Улыбаясь, Рубинштейн сказал Пархоменко:
— Командир одной из рот, где буду читать лекцию, подходит ко мне после собрания и говорит: «Григорий Николаич! Предвидится вам в ближайшем будущем хорошая слава как бойцу и руководителю. Но данная ваша фамилия, Рубинштейн, трудно запоминается простыми людьми. А это может помешать распространению славы о революционных деталях нашего полка».
— Чепуха, — сказал Пархоменко. — Чего им фамилия далась? Человек из рабочего класса, и точка! Делами им нужно заниматься, а не фамилиями. Пятнадцать коней нынче в полку опоили, это что, фамилии?
— Я тоже думаю, чепуха, — сказал Рубинштейн. — А, может быть, мне все-таки подписываться проще: Рубин?
— Подписывайся хоть бог-отец, но только чтоб обязанность комиссара полка исполнять исправно.

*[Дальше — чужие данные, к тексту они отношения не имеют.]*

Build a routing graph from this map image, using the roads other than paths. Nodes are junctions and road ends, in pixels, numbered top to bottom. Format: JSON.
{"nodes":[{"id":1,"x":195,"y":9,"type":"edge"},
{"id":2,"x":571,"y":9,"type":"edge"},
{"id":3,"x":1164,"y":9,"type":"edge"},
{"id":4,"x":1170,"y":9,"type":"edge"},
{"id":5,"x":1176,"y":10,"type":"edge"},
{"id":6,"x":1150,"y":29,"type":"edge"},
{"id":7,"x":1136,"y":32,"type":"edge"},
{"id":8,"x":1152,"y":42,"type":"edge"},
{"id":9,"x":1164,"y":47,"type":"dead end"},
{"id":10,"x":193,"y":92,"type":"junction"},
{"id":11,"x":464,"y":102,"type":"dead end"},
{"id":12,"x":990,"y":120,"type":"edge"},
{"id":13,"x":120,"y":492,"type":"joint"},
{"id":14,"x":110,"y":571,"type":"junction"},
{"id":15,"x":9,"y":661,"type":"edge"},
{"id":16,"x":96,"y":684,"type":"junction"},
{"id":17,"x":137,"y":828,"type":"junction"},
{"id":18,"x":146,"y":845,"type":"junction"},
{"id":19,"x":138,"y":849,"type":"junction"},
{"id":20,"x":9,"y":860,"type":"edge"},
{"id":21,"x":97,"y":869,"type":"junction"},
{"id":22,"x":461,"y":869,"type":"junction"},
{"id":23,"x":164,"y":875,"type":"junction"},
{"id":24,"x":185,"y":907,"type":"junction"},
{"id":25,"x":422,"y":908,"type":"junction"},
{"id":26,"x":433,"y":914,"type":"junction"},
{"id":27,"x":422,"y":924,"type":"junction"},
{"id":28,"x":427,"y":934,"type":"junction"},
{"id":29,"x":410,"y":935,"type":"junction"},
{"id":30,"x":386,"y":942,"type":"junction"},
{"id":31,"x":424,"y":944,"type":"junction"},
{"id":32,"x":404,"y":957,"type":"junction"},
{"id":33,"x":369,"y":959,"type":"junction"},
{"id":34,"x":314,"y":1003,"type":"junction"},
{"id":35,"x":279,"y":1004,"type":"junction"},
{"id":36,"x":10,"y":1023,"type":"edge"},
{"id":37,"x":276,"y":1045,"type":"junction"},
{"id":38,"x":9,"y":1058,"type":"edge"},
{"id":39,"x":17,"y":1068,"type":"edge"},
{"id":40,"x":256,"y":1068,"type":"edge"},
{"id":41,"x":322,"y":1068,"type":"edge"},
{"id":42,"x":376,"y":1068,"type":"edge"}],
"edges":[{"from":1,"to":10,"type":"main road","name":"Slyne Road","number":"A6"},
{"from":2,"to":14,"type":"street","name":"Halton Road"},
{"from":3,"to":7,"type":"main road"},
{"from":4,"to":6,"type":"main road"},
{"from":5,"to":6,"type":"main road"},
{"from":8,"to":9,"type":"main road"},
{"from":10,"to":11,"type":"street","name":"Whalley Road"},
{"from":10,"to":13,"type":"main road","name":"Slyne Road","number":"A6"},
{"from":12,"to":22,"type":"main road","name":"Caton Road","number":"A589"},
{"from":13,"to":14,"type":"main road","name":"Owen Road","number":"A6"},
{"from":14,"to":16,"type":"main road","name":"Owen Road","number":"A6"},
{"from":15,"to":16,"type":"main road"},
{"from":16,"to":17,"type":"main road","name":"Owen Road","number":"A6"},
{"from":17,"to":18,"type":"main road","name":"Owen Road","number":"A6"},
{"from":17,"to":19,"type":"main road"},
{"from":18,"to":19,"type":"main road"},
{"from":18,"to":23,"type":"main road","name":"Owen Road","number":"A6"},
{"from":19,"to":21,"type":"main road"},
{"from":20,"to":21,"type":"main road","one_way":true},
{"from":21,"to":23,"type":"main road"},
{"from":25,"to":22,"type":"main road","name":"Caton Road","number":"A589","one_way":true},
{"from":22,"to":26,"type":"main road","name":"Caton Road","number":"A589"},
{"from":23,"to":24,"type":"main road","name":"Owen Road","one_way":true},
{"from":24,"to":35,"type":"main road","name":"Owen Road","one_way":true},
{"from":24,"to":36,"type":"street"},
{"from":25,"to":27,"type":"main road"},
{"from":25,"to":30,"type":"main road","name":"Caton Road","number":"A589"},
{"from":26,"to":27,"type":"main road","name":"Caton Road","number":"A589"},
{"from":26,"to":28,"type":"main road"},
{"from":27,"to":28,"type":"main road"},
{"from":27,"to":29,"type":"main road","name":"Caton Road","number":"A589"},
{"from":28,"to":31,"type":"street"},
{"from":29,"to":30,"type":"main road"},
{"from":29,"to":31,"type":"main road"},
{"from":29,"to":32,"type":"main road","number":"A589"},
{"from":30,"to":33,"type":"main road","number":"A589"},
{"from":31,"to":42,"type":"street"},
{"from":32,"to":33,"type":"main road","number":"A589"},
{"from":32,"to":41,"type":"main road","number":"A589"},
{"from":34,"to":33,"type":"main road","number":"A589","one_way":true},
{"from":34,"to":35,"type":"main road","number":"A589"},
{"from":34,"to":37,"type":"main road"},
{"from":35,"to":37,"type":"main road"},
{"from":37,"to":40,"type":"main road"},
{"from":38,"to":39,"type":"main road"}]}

Рубинштейну не было и двадцати пяти лет, но морщины, черная борода и оливковое лицо сильно старили его. Пархоменко увидал его первый раз, когда Буденный и Ворошилов принимали парад пришедших из Майкопа в Таганрог трех дивизий Конармии. На Иерусалимской площади, возле греческого монастыря, командиры вспомнили Чехова, так любившего Таганрог, вспомнили и то, что дед Чехова был крепостным.
— Чехов изобразил удивительный образ еврейского бедняка в «Скрипке Ротшильда», — услышали они скрипучий голос.
Они обернулись и увидали молодого человека, широкоплечего, с оливковым лицом, таким напряженным, как будто оно никогда и не улыбалось. Он подал мелко исписанную бумагу Ворошилову.
— Рабочий? — спросил Ворошилов, читая бумагу.